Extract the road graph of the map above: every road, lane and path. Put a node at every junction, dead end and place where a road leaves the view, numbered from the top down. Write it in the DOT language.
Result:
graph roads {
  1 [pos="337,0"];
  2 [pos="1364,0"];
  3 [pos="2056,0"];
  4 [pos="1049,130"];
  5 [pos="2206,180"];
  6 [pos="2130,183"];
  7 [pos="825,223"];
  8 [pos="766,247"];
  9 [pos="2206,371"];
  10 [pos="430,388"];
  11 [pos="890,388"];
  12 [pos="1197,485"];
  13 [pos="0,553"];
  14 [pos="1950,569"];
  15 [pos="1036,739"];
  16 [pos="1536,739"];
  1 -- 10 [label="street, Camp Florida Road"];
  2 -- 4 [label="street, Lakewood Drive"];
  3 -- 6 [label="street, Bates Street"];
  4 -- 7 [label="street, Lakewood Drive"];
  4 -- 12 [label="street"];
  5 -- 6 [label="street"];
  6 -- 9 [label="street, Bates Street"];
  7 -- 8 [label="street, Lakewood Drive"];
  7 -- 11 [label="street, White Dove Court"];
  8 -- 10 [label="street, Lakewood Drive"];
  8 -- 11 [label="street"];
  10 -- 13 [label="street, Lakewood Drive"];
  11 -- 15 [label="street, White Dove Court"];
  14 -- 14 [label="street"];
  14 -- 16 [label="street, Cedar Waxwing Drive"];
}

- _PROBLEM TO SOLVE_: Copy each line of the material exactly as written.

- _ANSWER SPACE_:
Extract the road graph of the map above: every road, lane and path. Put a node at every junction, dead end and place where a road leaves the view, numbered from the top down. Write it in the DOT language.
Result:
graph roads {
  1 [pos="337,0"];
  2 [pos="1364,0"];
  3 [pos="2056,0"];
  4 [pos="1049,130"];
  5 [pos="2206,180"];
  6 [pos="2130,183"];
  7 [pos="825,223"];
  8 [pos="766,247"];
  9 [pos="2206,371"];
  10 [pos="430,388"];
  11 [pos="890,388"];
  12 [pos="1197,485"];
  13 [pos="0,553"];
  14 [pos="1950,569"];
  15 [pos="1036,739"];
  16 [pos="1536,739"];
  1 -- 10 [label="street, Camp Florida Road"];
  2 -- 4 [label="street, Lakewood Drive"];
  3 -- 6 [label="street, Bates Street"];
  4 -- 7 [label="street, Lakewood Drive"];
  4 -- 12 [label="street"];
  5 -- 6 [label="street"];
  6 -- 9 [label="street, Bates Street"];
  7 -- 8 [label="street, Lakewood Drive"];
  7 -- 11 [label="street, White Dove Court"];
  8 -- 10 [label="street, Lakewood Drive"];
  8 -- 11 [label="street"];
  10 -- 13 [label="street, Lakewood Drive"];
  11 -- 15 [label="street, White Dove Court"];
  14 -- 14 [label="street"];
  14 -- 16 [label="street, Cedar Waxwing Drive"];
}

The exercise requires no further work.